• Task brief: Pull every line from the records that has the word "Bleter" in it.

• Source data:
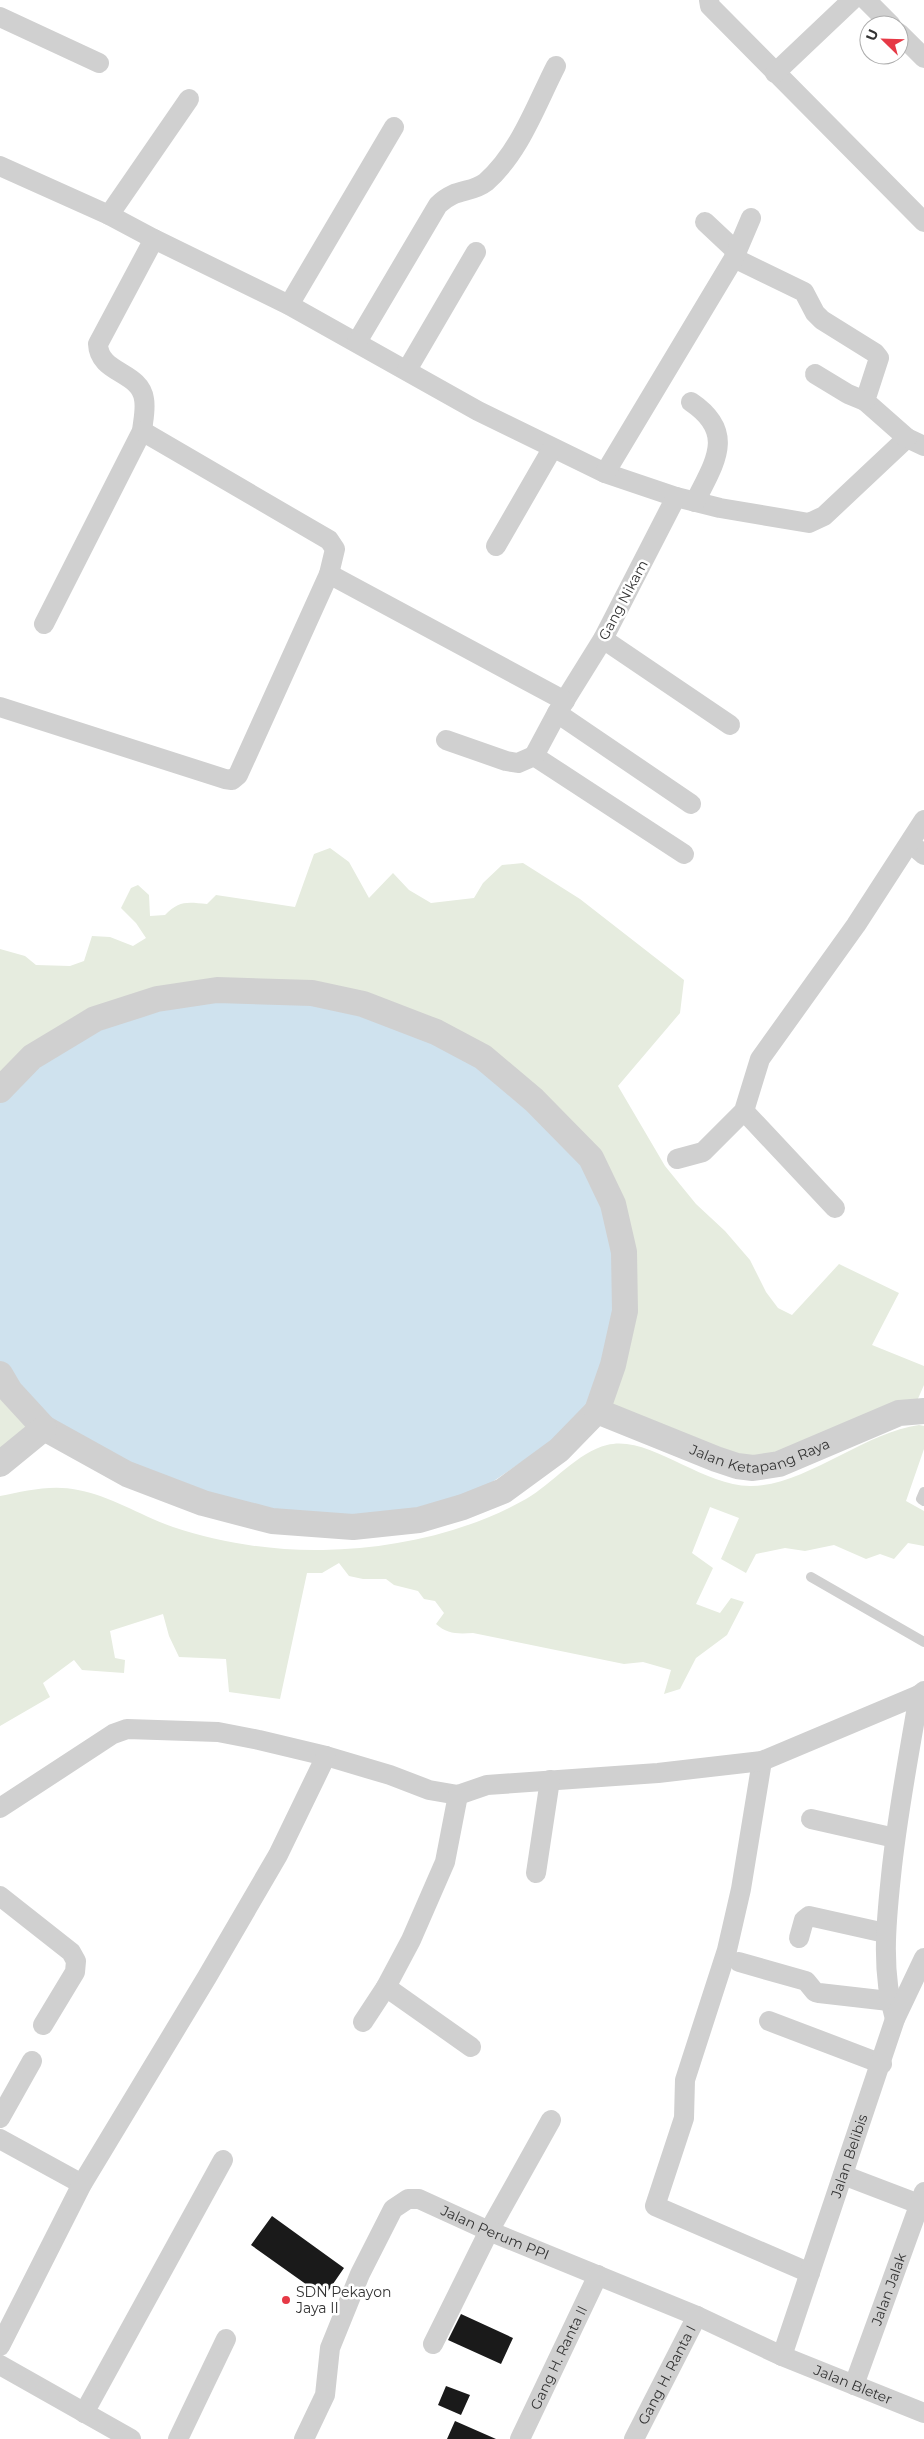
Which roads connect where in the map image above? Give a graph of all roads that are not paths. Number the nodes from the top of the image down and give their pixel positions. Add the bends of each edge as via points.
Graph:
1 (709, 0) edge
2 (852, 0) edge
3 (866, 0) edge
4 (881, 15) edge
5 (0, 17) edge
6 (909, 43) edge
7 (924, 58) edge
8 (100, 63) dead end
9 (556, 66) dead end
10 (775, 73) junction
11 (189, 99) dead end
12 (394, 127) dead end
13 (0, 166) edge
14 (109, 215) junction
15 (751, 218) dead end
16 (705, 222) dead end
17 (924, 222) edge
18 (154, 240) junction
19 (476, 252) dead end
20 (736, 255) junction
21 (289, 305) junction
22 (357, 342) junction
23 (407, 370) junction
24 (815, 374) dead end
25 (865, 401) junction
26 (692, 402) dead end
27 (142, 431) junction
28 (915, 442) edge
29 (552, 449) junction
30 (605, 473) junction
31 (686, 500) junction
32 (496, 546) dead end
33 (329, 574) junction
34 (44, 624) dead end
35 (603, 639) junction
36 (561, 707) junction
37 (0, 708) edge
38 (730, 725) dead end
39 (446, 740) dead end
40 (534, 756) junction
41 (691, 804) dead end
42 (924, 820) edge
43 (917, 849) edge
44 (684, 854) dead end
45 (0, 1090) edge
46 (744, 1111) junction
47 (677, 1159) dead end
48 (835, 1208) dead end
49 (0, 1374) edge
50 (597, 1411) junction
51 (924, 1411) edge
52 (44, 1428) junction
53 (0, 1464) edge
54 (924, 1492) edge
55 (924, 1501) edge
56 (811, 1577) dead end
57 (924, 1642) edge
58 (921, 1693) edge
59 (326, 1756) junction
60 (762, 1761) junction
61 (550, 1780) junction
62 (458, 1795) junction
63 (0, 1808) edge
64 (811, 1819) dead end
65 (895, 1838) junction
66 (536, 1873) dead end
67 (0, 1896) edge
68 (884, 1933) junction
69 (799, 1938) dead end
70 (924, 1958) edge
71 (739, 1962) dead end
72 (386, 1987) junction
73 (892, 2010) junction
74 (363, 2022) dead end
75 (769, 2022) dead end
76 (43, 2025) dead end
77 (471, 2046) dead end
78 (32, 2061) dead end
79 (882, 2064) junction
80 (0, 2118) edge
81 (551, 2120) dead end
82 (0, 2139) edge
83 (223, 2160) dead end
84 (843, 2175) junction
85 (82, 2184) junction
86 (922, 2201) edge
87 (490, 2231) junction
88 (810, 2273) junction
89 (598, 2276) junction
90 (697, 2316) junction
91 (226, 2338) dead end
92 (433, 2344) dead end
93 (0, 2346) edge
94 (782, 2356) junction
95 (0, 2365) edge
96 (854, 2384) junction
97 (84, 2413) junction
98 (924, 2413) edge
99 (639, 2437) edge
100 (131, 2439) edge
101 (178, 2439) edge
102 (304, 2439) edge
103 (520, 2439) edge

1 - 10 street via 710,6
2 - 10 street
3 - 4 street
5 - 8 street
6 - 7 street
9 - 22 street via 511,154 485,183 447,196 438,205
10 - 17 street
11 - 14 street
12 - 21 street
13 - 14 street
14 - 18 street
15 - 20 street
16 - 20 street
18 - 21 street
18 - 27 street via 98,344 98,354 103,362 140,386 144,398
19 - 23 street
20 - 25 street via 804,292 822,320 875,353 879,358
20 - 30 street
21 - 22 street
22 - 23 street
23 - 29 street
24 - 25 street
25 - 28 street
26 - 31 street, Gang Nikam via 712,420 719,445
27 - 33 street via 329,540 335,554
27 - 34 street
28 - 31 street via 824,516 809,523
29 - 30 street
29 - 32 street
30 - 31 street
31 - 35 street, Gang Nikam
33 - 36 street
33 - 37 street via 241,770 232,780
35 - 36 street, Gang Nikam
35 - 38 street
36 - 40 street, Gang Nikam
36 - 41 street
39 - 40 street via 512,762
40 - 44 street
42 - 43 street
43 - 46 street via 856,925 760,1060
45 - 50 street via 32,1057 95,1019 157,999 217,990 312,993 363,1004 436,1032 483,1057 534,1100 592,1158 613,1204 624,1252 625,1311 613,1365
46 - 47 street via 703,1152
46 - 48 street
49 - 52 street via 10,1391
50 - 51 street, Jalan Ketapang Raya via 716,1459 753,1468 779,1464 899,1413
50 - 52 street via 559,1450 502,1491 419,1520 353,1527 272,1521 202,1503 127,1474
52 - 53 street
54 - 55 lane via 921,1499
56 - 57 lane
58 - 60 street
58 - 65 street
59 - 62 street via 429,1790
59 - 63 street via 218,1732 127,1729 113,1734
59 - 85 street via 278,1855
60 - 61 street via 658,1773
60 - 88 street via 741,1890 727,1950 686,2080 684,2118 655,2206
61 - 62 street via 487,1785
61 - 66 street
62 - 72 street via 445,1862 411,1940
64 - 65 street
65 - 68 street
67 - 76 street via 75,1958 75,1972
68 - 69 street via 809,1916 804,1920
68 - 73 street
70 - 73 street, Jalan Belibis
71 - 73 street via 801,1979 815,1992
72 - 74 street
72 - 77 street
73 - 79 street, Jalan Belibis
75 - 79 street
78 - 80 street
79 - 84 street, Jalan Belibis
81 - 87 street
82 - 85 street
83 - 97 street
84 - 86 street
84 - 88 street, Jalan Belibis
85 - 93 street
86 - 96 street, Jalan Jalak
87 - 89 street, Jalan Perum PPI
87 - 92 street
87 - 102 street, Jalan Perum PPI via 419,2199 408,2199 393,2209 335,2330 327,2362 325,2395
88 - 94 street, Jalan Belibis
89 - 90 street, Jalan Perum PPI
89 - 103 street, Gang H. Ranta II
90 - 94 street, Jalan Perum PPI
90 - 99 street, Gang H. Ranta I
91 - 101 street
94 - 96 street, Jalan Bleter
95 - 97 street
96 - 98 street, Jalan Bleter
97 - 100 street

• Response:
94 - 96 street, Jalan Bleter
96 - 98 street, Jalan Bleter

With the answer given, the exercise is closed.